I have, of course, seen the….let’s be inexcusably charitable and call it “response” that some of Charlie’s opposition has had to his assassination. I’m not going to play the game of condemnation. It honestly does not seem as though it would serve any purpose. No one in need of condemnation will suddenly see the light and no one who does not need condemnation is having any trouble figuring out who does.


What I will say, is that according to these “responses” Charlie’s true crime was not in what he had to say about his beliefs, but in his effectiveness at swaying others to adopt them. There are of course plenty of people with far more provocative beliefs than Charlie had and there have been no celebrations of their deaths. Nor even anyone going deliberately out of their way to make declarations that their deaths didn’t pull particularly hard on their heart strings.


Those actions were reserved for Charlie. Who, only by virtue of his popularity, inspired the need to not just experience joy at his death by so many, but to declare it. Acts no doubt seen as true signals of virtue in the communities they wish to court. Blind of course to the truth that they court only oblivion.


Even so I, and I suspect Charlie would as well, see these responses as being both equally as challenging to tolerate as Charlie was to those that made them. And equally in need of protection from those who would seek to annihilate the closest thing to sacred an unreligious like me has. Freedom.


I have also seen a multitude of people making posts that ask anyone who they deem sufficiently evil to please remove themselves from their friends lists, social circles, subscriptions, etc. And I get it. It is a vanishingly small cadre of people who would choose, willingly, to keep in their company, the sort of person they could never sleep near without one eye open.
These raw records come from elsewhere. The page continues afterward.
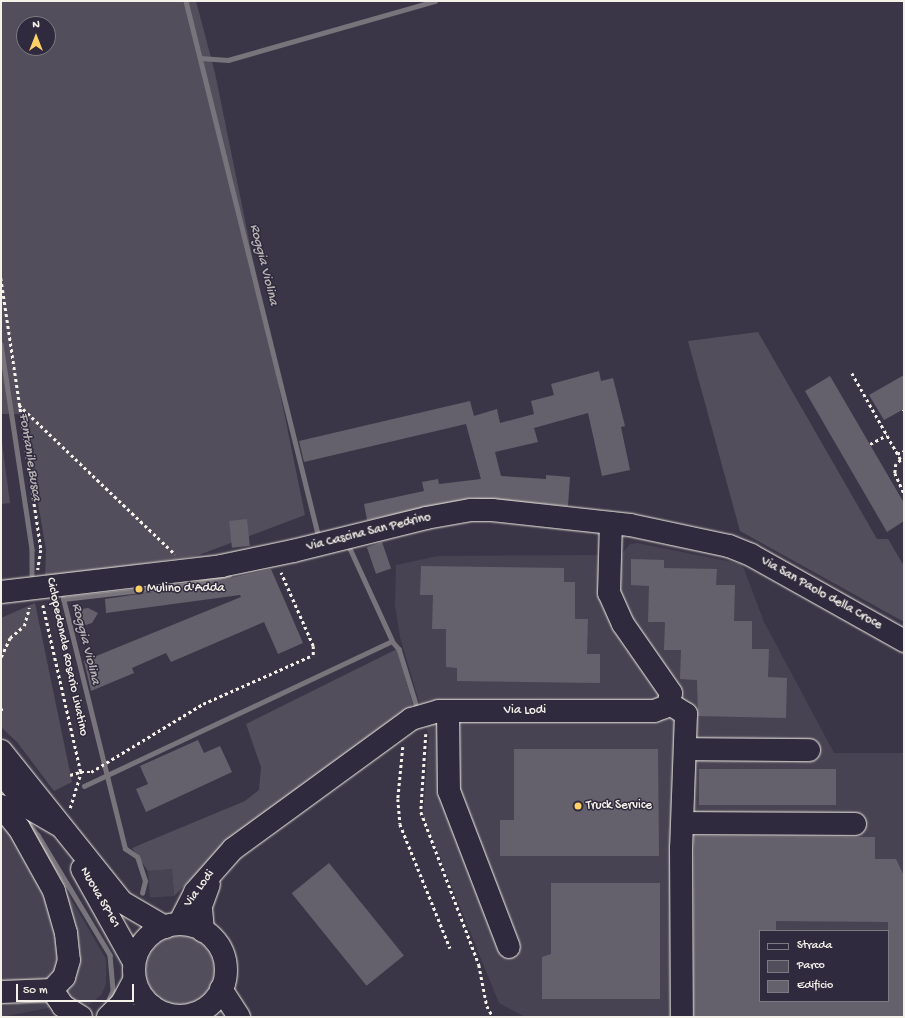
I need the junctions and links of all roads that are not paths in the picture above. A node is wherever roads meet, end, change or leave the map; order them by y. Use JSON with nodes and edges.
{"nodes":[{"id":1,"x":611,"y":523,"type":"junction"},
{"id":2,"x":737,"y":549,"type":"joint"},
{"id":3,"x":5,"y":591,"type":"edge"},
{"id":4,"x":904,"y":641,"type":"edge"},
{"id":5,"x":670,"y":704,"type":"junction"},
{"id":6,"x":441,"y":711,"type":"junction"},
{"id":7,"x":685,"y":748,"type":"junction"},
{"id":8,"x":809,"y":750,"type":"dead end"},
{"id":9,"x":1,"y":751,"type":"edge"},
{"id":10,"x":1,"y":772,"type":"edge"},
{"id":11,"x":1,"y":806,"type":"edge"},
{"id":12,"x":684,"y":823,"type":"junction"},
{"id":13,"x":855,"y":824,"type":"dead end"},
{"id":14,"x":62,"y":830,"type":"junction"},
{"id":15,"x":225,"y":857,"type":"junction"},
{"id":16,"x":172,"y":925,"type":"junction"},
{"id":17,"x":203,"y":931,"type":"junction"},
{"id":18,"x":509,"y":947,"type":"dead end"},
{"id":19,"x":134,"y":970,"type":"junction"},
{"id":20,"x":221,"y":989,"type":"junction"},
{"id":21,"x":52,"y":990,"type":"junction"},
{"id":22,"x":1,"y":992,"type":"edge"},
{"id":23,"x":144,"y":1012,"type":"edge"},
{"id":24,"x":191,"y":1016,"type":"edge"},
{"id":25,"x":81,"y":1017,"type":"edge"},
{"id":26,"x":108,"y":1017,"type":"edge"},
{"id":27,"x":239,"y":1017,"type":"edge"},
{"id":28,"x":682,"y":1017,"type":"edge"}],
"edges":[{"from":1,"to":2,"type":"street","name":"Via Cascina San Pedrino"},
{"from":1,"to":3,"type":"street","name":"Via Cascina San Pedrino"},
{"from":1,"to":5,"type":"street"},
{"from":2,"to":4,"type":"street","name":"Via San Paolo della Croce"},
{"from":5,"to":6,"type":"street","name":"Via Lodi"},
{"from":5,"to":7,"type":"street"},
{"from":6,"to":15,"type":"street","name":"Via Lodi"},
{"from":6,"to":18,"type":"street"},
{"from":7,"to":8,"type":"street"},
{"from":7,"to":12,"type":"street"},
{"from":9,"to":14,"type":"street","name":"Nuova SP161"},
{"from":10,"to":14,"type":"street"},
{"from":11,"to":21,"type":"street"},
{"from":12,"to":13,"type":"street"},
{"from":12,"to":28,"type":"street"},
{"from":14,"to":16,"type":"street","name":"Nuova SP161"},
{"from":14,"to":19,"type":"street","name":"Nuova SP161"},
{"from":15,"to":16,"type":"street","name":"Via Lodi"},
{"from":15,"to":17,"type":"street","name":"Via Lodi"},
{"from":16,"to":17,"type":"street","name":"Nuova SP161"},
{"from":16,"to":19,"type":"street"},
{"from":17,"to":20,"type":"street","name":"Nuova SP161"},
{"from":19,"to":23,"type":"street","name":"Nuova SP161"},
{"from":19,"to":26,"type":"street"},
{"from":20,"to":24,"type":"street","name":"Nuova SP161"},
{"from":20,"to":27,"type":"street"},
{"from":21,"to":22,"type":"street"},
{"from":21,"to":25,"type":"street"},
{"from":23,"to":24,"type":"street","name":"Nuova SP161"}]}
Nevertheless, and however few, I would count myself among them.


No matter your side. No matter your take. No matter your opinion. I want to talk to you. I don’t want to change your mind. And I couldn’t even if I wanted to. If your mind is going to change you will do that on your own. And if you change mine then I will be happy to have gained a new perspective. All I want to do is understand what you think, and why you think it.


Where matters of fact are in question I will work with you to find the best source for them that is available. Where context or nuance are missing I will do my best to provide them fairly, accurately, and most importantly, with as much bias removed as I am capable of.


And on matters of opinion, I will try hard only to ask and never to tell. To ask why, what, and how you think. Not to tell you what, when, or where to think. I won’t tell you your opinion is wrong. I won’t tell you which opinion to think is right. And I most certainly will not tell you you’re bad for thinking whatever it is that you think.


The only thing I want is to understand.

Charlie Kirk - A call for discourse.